Research
Where we are on our journey
Last year, we made a $50K donation to the Gray Lab at UTSW to obtain animal models and kick off research. In parallel, we negotiated a $400K two-year sponsored research agreement to complete Phase 1: Develop and test an LNPK gene replacement therapy. This a critical first step and if it goes well, we will move forward with manufacturing the drug for safety testing and human clinical trial. UTSW hosts one of the top gene therapy labs in the country and has successfully brought multiple drugs to clinical trial in the rare disease space.
Gene therapy experts at UTSW are developing an AAV to deliver LNPK to brain cells and demonstrate efficacy in restoring the LNPK protein.

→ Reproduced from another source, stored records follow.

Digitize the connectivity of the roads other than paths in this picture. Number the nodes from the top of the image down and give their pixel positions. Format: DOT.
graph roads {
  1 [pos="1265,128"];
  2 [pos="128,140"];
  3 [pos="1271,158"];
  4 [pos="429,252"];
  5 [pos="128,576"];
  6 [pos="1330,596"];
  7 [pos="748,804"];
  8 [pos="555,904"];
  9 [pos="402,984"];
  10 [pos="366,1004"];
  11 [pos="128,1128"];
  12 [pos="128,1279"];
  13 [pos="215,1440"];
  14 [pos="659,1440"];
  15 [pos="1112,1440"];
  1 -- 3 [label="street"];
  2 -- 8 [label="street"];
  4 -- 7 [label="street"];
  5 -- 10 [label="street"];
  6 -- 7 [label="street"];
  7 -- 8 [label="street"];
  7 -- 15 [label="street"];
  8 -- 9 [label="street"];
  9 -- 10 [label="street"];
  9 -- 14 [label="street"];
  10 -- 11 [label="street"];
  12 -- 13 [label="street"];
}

The AAV gene therapy created during proof of concept will be tested in animals to ensure its safety.
We’ll partner with a biotech and other manufacturers to produce doses for use in human clinical trial.
We’ll submit our safety and efficacy studies to the FDA for their approval to use our drug for clinical trial.
What is Gene Therapy?
Gene therapy is a technique that uses a gene to treat, prevent or cure a disease or medical disorder. Often, gene therapy works by adding new copies of a gene that is broken, or by replacing a defective or missing gene in a patient’s cells with a healthy version of that gene. Both inherited genetic diseases (e.g., hemophilia and sickle cell disease) and acquired disorders (e.g., leukemia) have been treated with gene therapy.

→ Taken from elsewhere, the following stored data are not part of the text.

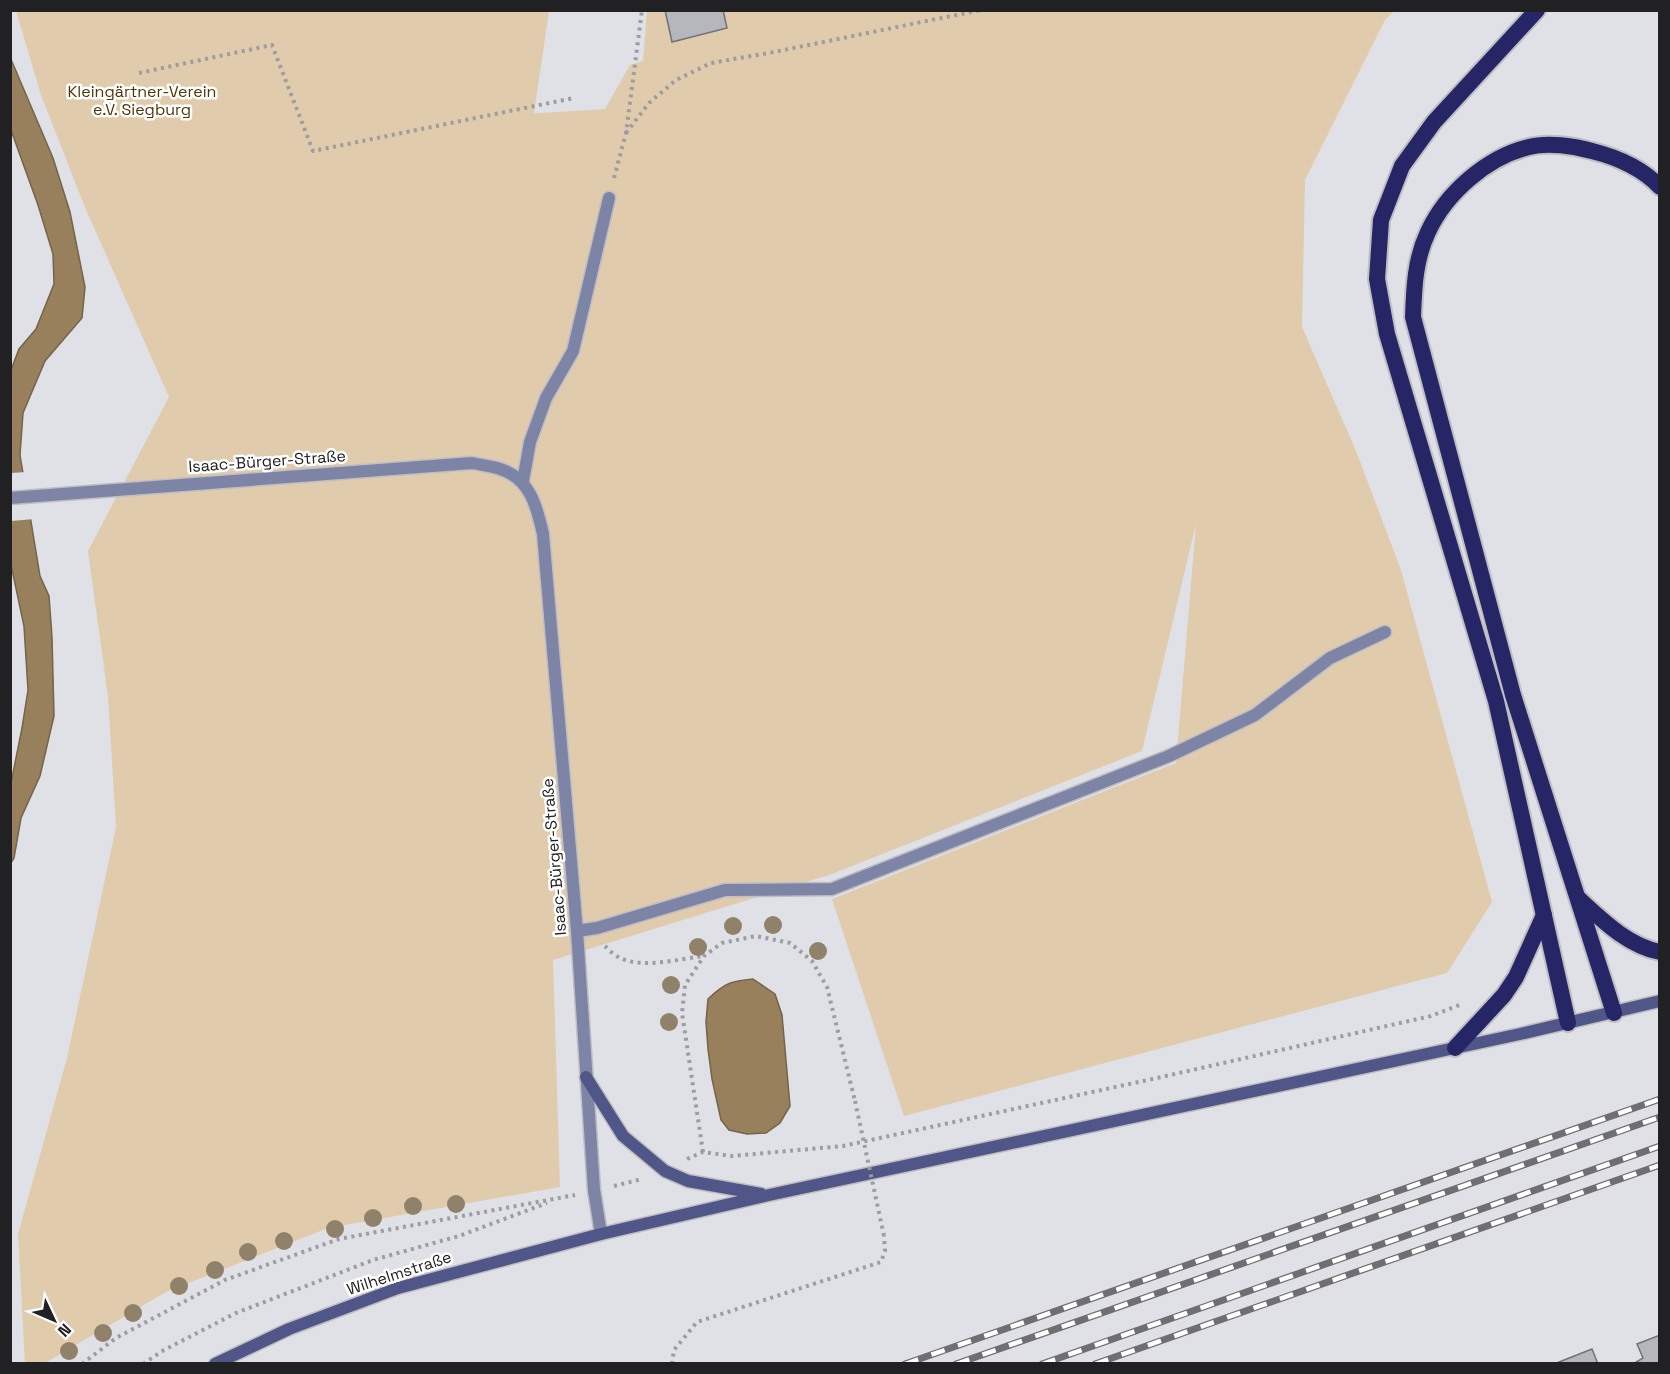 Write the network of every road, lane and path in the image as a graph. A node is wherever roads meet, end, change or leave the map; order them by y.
1 (642, 10) edge
2 (981, 10) edge
3 (1537, 10) edge
4 (139, 73) dead end
5 (574, 98) dead end
6 (626, 133) junction
7 (1659, 187) edge
8 (609, 198) joint
9 (523, 481) junction
10 (10, 498) edge
11 (1385, 632) dead end
12 (1578, 898) junction
13 (1544, 915) junction
14 (597, 928) junction
15 (577, 931) junction
16 (1659, 952) edge
17 (704, 956) junction
18 (1659, 1001) edge
19 (1463, 1004) dead end
20 (1614, 1013) junction
21 (1568, 1023) junction
22 (1455, 1048) junction
23 (586, 1077) junction
24 (703, 1152) junction
25 (665, 1171) junction
26 (594, 1190) junction
27 (769, 1195) junction
28 (556, 1199) junction
29 (601, 1234) junction
30 (82, 1364) edge
31 (143, 1364) edge
32 (214, 1364) edge
33 (672, 1364) edge

1 - 6 path
2 - 6 path
3 - 13 highway
4 - 5 path
6 - 8 path
7 - 12 highway
8 - 9 street
9 - 10 street, Isaac-Bürger-Straße
9 - 15 street, Isaac-Bürger-Straße
11 - 14 street
12 - 16 highway
12 - 20 highway
13 - 21 highway
13 - 22 highway
14 - 15 street
14 - 17 path
15 - 23 street, Isaac-Bürger-Straße
17 - 24 path
17 - 33 path, bridge
18 - 20 main road, Wilhelmstraße
19 - 24 path
20 - 21 main road, Wilhelmstraße
21 - 22 main road, Wilhelmstraße
22 - 27 main road, Wilhelmstraße
23 - 25 main road
23 - 26 street, Isaac-Bürger-Straße
24 - 25 path
25 - 26 path
25 - 27 main road
26 - 28 path
26 - 29 street, Isaac-Bürger-Straße
27 - 29 main road, Wilhelmstraße
28 - 30 path
28 - 31 path
29 - 32 main road, Wilhelmstraße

Source: NIH National Human Genome Research Institute
The most common way to deliver a new copy of a gene to the body is through an Adeno-Associated Virus (AAV) vector, which is a repurposed virus used as a delivery vehicle to transport the gene to cells in the body.

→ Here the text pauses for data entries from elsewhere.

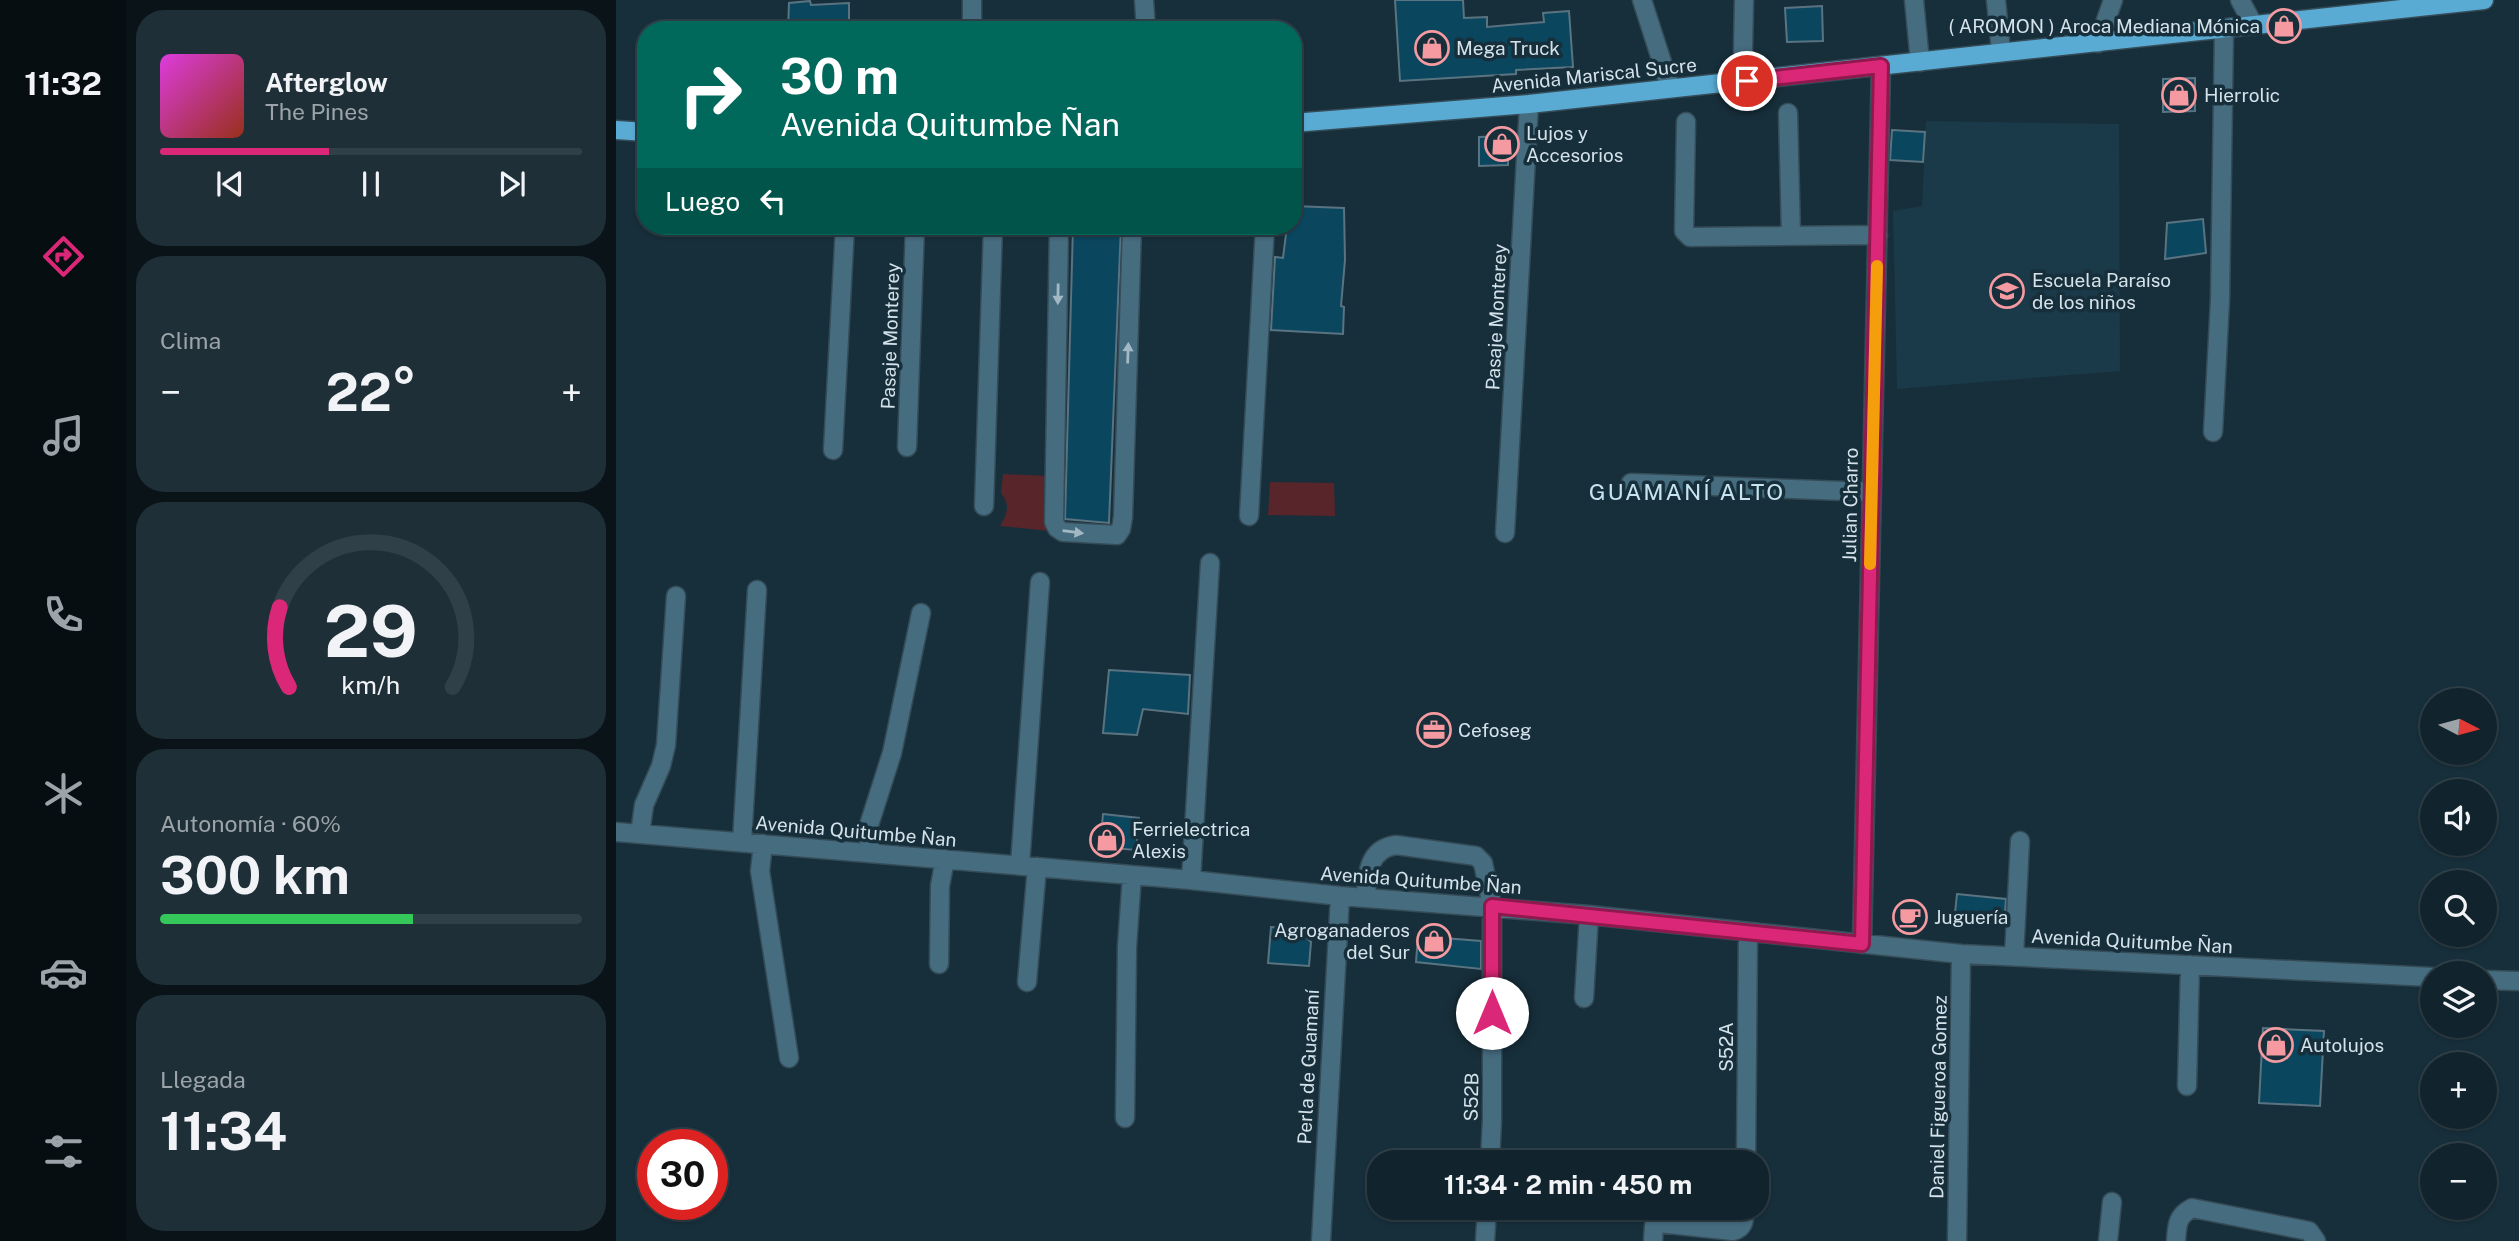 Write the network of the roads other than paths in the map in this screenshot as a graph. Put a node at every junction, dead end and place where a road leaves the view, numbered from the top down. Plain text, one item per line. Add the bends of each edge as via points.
1 (972, 0) edge
2 (1144, 0) edge
3 (1642, 0) edge
4 (1744, 0) edge
5 (1914, 0) edge
6 (1996, 0) edge
7 (2112, 0) edge
8 (2239, 0) edge
9 (2484, 0) edge
10 (2421, 4) edge
11 (972, 21) edge
12 (1145, 21) edge
13 (2254, 26) junction
14 (2224, 29) junction
15 (2098, 43) junction
16 (2001, 52) junction
17 (1920, 62) junction
18 (1881, 66) junction
19 (1747, 81) junction
20 (1670, 87) junction
21 (1529, 104) junction
22 (1788, 113) dead end
23 (1302, 121) edge
24 (1686, 122) dead end
25 (616, 130) edge
26 (637, 131) edge
27 (844, 235) edge
28 (915, 235) edge
29 (993, 235) edge
30 (1059, 235) edge
31 (1132, 235) edge
32 (1265, 235) edge
33 (1878, 235) junction
34 (1791, 236) junction
35 (2213, 432) dead end
36 (907, 447) dead end
37 (832, 450) dead end
38 (1631, 483) dead end
39 (1871, 492) junction
40 (984, 506) dead end
41 (1249, 516) dead end
42 (1505, 533) dead end
43 (1210, 563) dead end
44 (1040, 582) dead end
45 (757, 590) dead end
46 (676, 596) dead end
47 (921, 613) dead end
48 (616, 832) edge
49 (640, 834) junction
50 (2020, 841) dead end
51 (742, 842) junction
52 (763, 844) junction
53 (870, 853) junction
54 (945, 859) junction
55 (1028, 866) junction
56 (1132, 875) junction
57 (1191, 880) junction
58 (1340, 896) junction
59 (1366, 897) junction
60 (1492, 906) junction
61 (1589, 915) junction
62 (1748, 933) junction
63 (1862, 944) junction
64 (1961, 954) junction
65 (2014, 957) junction
66 (939, 964) dead end
67 (2190, 965) junction
68 (2420, 976) edge
69 (2497, 980) edge
70 (2519, 981) edge
71 (1027, 982) dead end
72 (1584, 998) dead end
73 (789, 1058) dead end
74 (2187, 1086) dead end
75 (1125, 1118) dead end
76 (1491, 1150) edge
77 (1746, 1150) edge
78 (2112, 1202) dead end
79 (1486, 1220) edge
80 (1744, 1220) edge
81 (1321, 1241) edge
82 (1485, 1241) edge
83 (1653, 1241) edge
84 (1957, 1241) edge
85 (2108, 1241) edge
86 (2176, 1241) edge
87 (2316, 1241) edge

1 - 11 street
2 - 12 street
3 - 20 street
4 - 19 street
5 - 17 street
6 - 16 street
7 - 15 street
8 - 13 street
9 - 10 main road, Avenida Mariscal Sucre
10 - 13 main road, Avenida Mariscal Sucre
13 - 14 main road, Avenida Mariscal Sucre
14 - 15 main road, Avenida Mariscal Sucre
14 - 35 street
15 - 16 main road, Avenida Mariscal Sucre
16 - 17 main road, Avenida Mariscal Sucre
17 - 18 main road, Avenida Mariscal Sucre
18 - 19 main road, Avenida Mariscal Sucre
18 - 33 street, Julian Charro
19 - 20 main road, Avenida Mariscal Sucre
20 - 21 main road, Avenida Mariscal Sucre
21 - 23 main road, Avenida Mariscal Sucre
21 - 42 street, Pasaje Monterey
22 - 34 street
24 - 34 street via 1685,231 1690,237
25 - 26 main road
27 - 37 street
28 - 36 street, Pasaje Monterey
29 - 40 street
30 -> 31 street via 1054,522 1062,531 1108,535 1116,535 1123,517
32 - 41 street
33 - 34 street
33 - 39 street, Julian Charro
38 - 39 street
39 - 63 street, Julian Charro
43 - 57 street
44 - 55 street
45 - 51 street
46 - 49 street via 666,745 644,805
47 - 53 street via 892,753 869,825
48 - 49 street, Avenida Quitumbe Ñan
49 - 51 street, Avenida Quitumbe Ñan
50 - 65 street
51 - 52 street, Avenida Quitumbe Ñan
52 - 53 street, Avenida Quitumbe Ñan
52 - 73 street via 760,871
53 - 54 street, Avenida Quitumbe Ñan
54 - 55 street, Avenida Quitumbe Ñan
54 - 66 street
55 - 56 street, Avenida Quitumbe Ñan
55 - 71 street
56 - 57 street, Avenida Quitumbe Ñan
56 - 75 street
57 - 58 street, Avenida Quitumbe Ñan
58 - 59 street, Avenida Quitumbe Ñan
58 - 81 street, Perla de Guamaní
59 - 60 street, Avenida Quitumbe Ñan
59 - 60 street, S52B via 1374,856 1396,845 1476,856 1483,863
60 - 61 street, Avenida Quitumbe Ñan
60 - 76 street, S52B
61 - 62 street, Avenida Quitumbe Ñan
61 - 72 street
62 - 63 street, Avenida Quitumbe Ñan
62 - 77 street, S52A
63 - 64 street, Avenida Quitumbe Ñan
64 - 65 street, Avenida Quitumbe Ñan
64 - 84 street, Daniel Figueroa Gomez
65 - 67 street, Avenida Quitumbe Ñan
67 - 68 street, Avenida Quitumbe Ñan
67 - 74 street
69 - 70 street
78 - 85 street
79 - 82 street
80 - 83 street via 1733,1231 1659,1223 1654,1226
86 - 87 street via 2177,1222 2192,1208 2309,1231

“The ability to generate recombinant AAV particles lacking any viral genes and containing DNA sequences of interest for various therapeutic applications has thus far proven to be one of the safest strategies for gene therapies.”
Source: nih.gov
Our scientific collaborators
We’re working with an incredible team of gene therapy and rare disease experts to push forward our science and cure. We are currently partnering with the Gray Lab at UTSW as part of a funded scientific research agreement to develop a proof of concept gene therapy for LNPK. We are eternally grateful for their time and expertise.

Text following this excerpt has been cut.